- Known for: First out Chicago policeman

= Ronald E. Bogan =

African-American gay police officer

Ron Bogan is an American police officer. He was the first male police officer in Chicago to come out as gay. Fellow officer Mary Boyle was the first out officer. By coming out to the Chicago Tribune, eventually the CPD Chicago Police Department began actively recruiting homosexual officers and acceptance of LGBT officers increased.

==Family and education==
He knew he was gay since he was a little boy, living with his two sisters (one of whom is lesbian), his mother and great-grandmother, who helped raise him and knew he was gay, in Chicago. They lived in the Ida B. Wells Homes on the South Side of Chicago.

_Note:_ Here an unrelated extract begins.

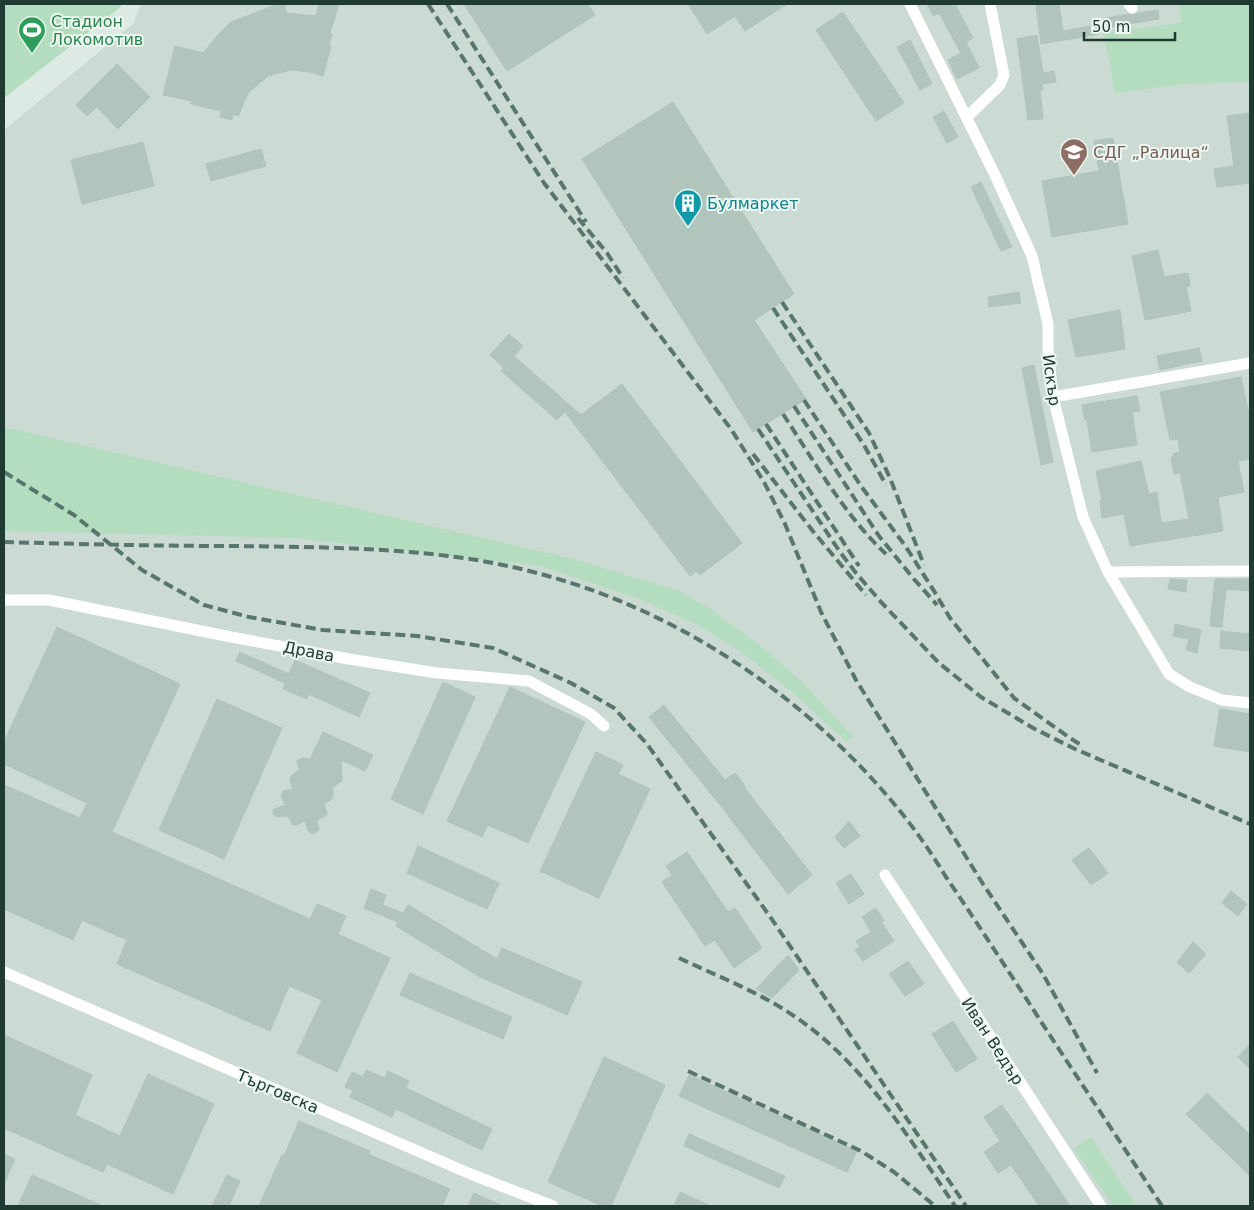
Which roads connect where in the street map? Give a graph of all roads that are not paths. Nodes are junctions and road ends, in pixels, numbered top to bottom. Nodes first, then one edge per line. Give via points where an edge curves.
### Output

Bogan attended Dunbar High School (now Dunbar Vocational High School). He knew then he wanted to be a police officer but Mayor Richard J. Daley was fighting when it came to desegregating the CPD. He attended Eastern Illinois University with the hopes that what he studied there could get him a job until he was able to get a job as a police officer. He was president of his fraternity, Phi Beta Sigma and the first sophomore to be picked resident assistant.

He graduated with a BA in speech communication and radio/TV production with a teacher certification which led to substitute teaching for three years at the grammar school he had attended. He became the Midwest Regional Personnel Administrator at the Controlled Data Corporation when he was 25. He finally became a police officer in December 1978 and retired in 2007.

He married his long-term partner, Curtis Lewis, in 2014.

==Career==
Bogan spent nearly 30 years on the force before he retired. After his retirement, Bogan became the Chicago Department of Human Services’ Emergency Services Deputy Commissioner.

===Coming out as gay===
He moved to work on hate crimes in the Civil Rights Division in 1992 that he came out to the Trib. Because there was a requirement to be out as a gay person at the CPD, it led to his being recruited by the Civil Rights division so he could help recruit other gay and lesbian people.

When he started at the Civil Rights Division, crimes against gays were the largest number of cases followed by Anti- Semitic and then racially based.

==Honors and awards==
The Chicago LGBT Hall of Fame inducted him in 2016.